*** DATA EXTRACTS Section Begins ***

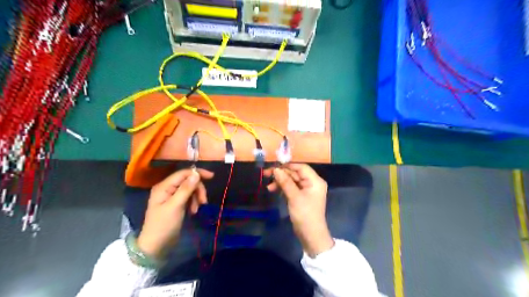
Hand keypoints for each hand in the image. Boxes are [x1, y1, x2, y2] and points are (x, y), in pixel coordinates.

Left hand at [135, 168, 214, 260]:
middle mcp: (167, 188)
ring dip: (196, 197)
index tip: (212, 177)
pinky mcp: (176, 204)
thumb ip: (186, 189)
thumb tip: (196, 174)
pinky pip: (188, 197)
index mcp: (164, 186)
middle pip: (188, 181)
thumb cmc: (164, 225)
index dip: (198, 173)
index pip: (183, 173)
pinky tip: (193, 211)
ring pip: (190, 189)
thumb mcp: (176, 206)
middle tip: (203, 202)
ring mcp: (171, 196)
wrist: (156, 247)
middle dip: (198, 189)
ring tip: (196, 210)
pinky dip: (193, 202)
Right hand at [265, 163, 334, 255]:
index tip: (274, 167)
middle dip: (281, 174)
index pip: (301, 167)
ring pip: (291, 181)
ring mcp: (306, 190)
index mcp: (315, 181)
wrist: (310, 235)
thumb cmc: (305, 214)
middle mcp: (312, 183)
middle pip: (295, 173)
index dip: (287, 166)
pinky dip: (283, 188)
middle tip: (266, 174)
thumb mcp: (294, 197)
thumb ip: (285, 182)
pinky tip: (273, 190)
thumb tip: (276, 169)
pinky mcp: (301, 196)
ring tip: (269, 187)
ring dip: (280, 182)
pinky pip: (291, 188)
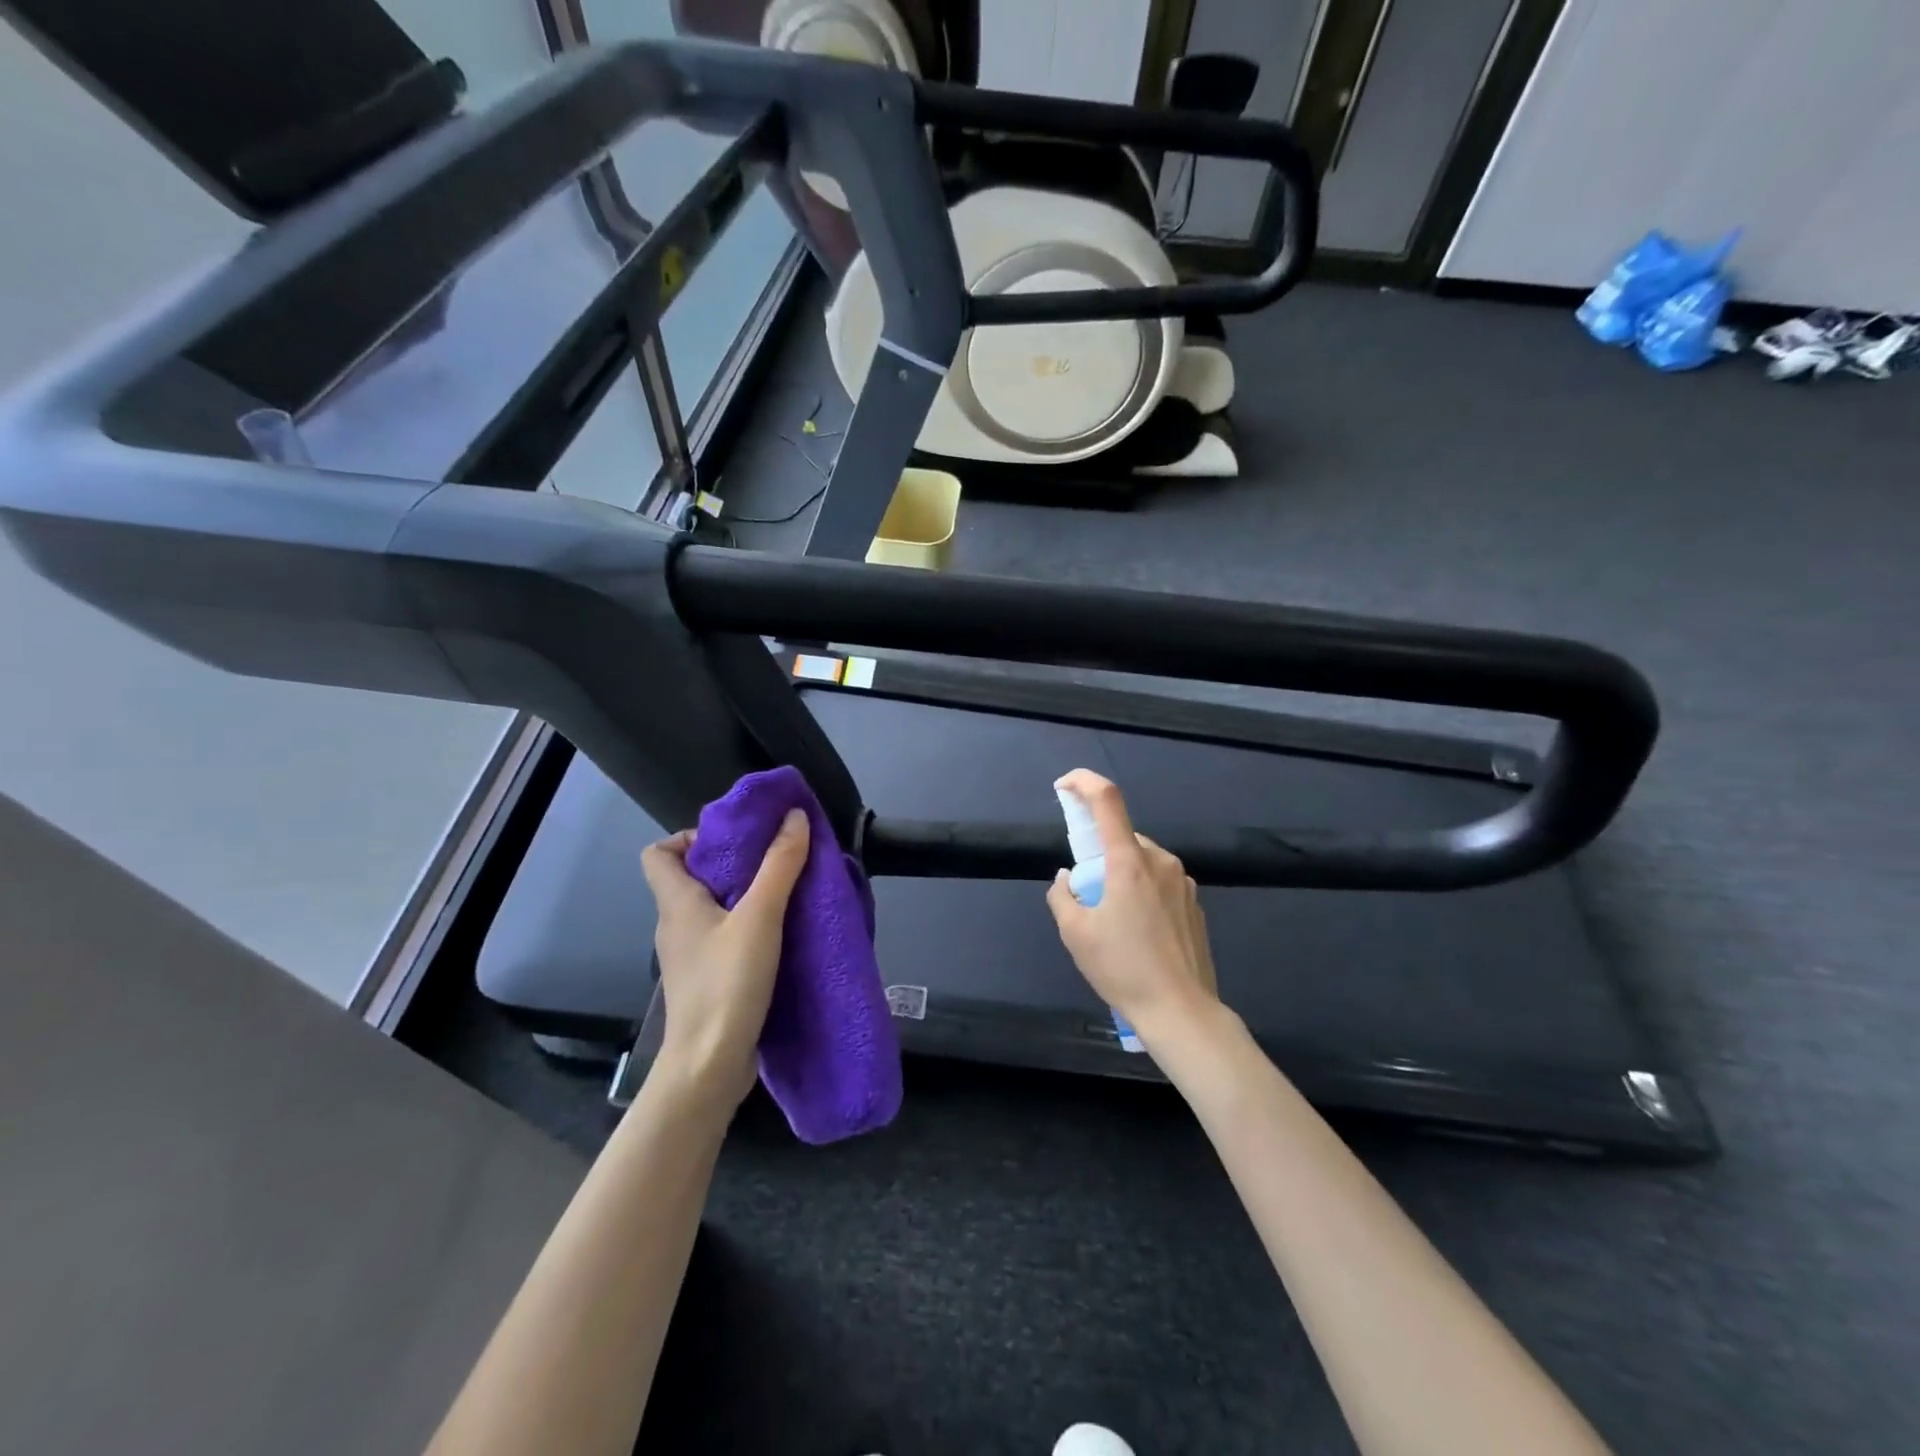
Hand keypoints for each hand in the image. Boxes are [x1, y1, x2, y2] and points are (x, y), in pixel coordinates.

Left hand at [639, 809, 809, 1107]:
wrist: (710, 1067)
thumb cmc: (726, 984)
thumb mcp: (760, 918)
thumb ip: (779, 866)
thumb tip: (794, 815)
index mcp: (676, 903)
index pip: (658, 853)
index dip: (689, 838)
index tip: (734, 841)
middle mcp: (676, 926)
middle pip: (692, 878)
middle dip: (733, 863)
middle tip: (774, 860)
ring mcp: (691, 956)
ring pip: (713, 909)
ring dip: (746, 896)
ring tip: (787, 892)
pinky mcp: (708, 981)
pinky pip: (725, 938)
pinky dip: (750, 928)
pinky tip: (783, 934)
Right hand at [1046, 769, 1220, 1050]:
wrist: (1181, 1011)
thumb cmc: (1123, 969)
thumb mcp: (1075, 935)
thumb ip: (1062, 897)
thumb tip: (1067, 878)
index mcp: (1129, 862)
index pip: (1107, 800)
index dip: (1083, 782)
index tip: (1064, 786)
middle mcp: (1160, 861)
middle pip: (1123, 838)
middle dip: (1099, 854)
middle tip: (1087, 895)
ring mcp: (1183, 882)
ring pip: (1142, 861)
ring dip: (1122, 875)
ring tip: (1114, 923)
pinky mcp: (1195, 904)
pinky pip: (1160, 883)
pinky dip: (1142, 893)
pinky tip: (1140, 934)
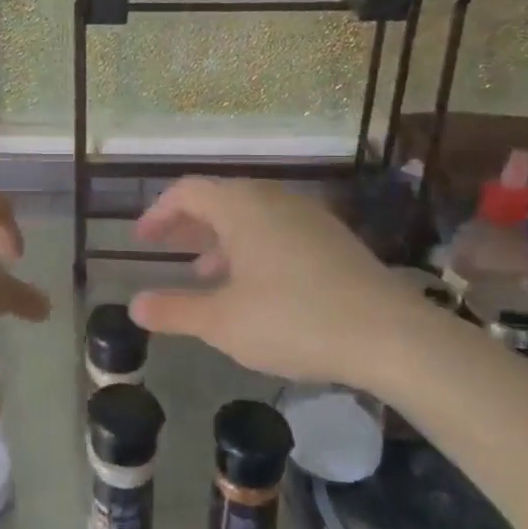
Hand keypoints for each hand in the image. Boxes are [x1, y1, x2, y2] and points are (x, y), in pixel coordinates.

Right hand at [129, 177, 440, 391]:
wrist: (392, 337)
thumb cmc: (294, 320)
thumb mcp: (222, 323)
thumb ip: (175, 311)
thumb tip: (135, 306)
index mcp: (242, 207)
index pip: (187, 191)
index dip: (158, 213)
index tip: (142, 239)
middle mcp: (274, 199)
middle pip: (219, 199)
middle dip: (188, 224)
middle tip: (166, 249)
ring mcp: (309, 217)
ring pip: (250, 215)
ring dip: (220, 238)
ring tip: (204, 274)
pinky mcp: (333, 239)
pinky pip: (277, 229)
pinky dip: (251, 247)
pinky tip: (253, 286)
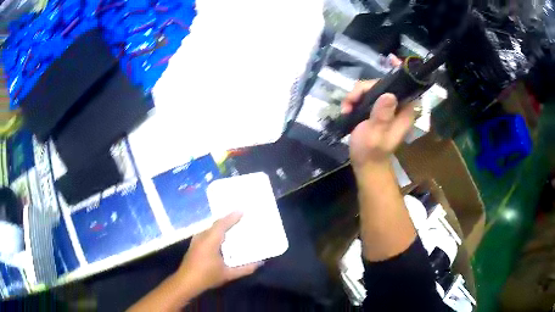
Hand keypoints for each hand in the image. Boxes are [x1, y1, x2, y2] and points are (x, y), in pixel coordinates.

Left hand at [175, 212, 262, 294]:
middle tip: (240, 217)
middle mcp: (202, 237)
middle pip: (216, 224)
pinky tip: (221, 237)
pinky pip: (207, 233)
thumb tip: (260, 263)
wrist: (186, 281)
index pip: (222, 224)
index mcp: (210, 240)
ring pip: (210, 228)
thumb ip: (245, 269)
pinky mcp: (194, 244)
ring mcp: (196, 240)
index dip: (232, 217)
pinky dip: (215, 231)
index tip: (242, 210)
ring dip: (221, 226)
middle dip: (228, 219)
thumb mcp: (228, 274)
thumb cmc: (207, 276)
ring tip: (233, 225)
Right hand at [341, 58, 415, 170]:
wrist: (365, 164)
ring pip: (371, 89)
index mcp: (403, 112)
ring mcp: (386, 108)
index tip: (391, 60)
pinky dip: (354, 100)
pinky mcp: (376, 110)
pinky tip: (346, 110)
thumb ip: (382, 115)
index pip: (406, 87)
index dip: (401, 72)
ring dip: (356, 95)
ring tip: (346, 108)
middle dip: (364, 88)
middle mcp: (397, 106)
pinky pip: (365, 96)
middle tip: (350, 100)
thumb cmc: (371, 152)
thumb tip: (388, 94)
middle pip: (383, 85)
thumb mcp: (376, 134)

*** DATA EXTRACTS Section Ends ***

▶ TASK INSTRUCTIONS: Pictures excluded, repeat the records exactly from their opening line through the line containing "wrist: (310, 235)".

▶ EXPECTED OUTPUT:
Hand keypoints for each hand in the image. Boxes are [x1, y1, x2, y2] and points are (x, y), in pixel coordinates.

Left hand at [135, 168, 214, 260]:
middle mcp: (167, 188)
ring dip: (196, 197)
index tip: (212, 177)
pinky mcp: (176, 204)
thumb ip: (186, 189)
thumb tip: (196, 174)
pinky pip: (188, 197)
index mcp: (164, 186)
middle pip: (188, 181)
thumb cmc: (164, 225)
index dip: (198, 173)
index pip: (183, 173)
pinky tip: (193, 211)
ring pip: (190, 189)
thumb mcp: (176, 206)
middle tip: (203, 202)
ring mcp: (171, 196)
wrist: (156, 247)
middle dip: (198, 189)
ring tip: (196, 210)
pinky dip: (193, 202)
Right hand at [265, 163, 334, 255]:
index tip: (274, 167)
middle dip: (281, 174)
index pip: (301, 167)
ring pip: (291, 181)
ring mcp: (306, 190)
index mcp: (315, 181)
wrist: (310, 235)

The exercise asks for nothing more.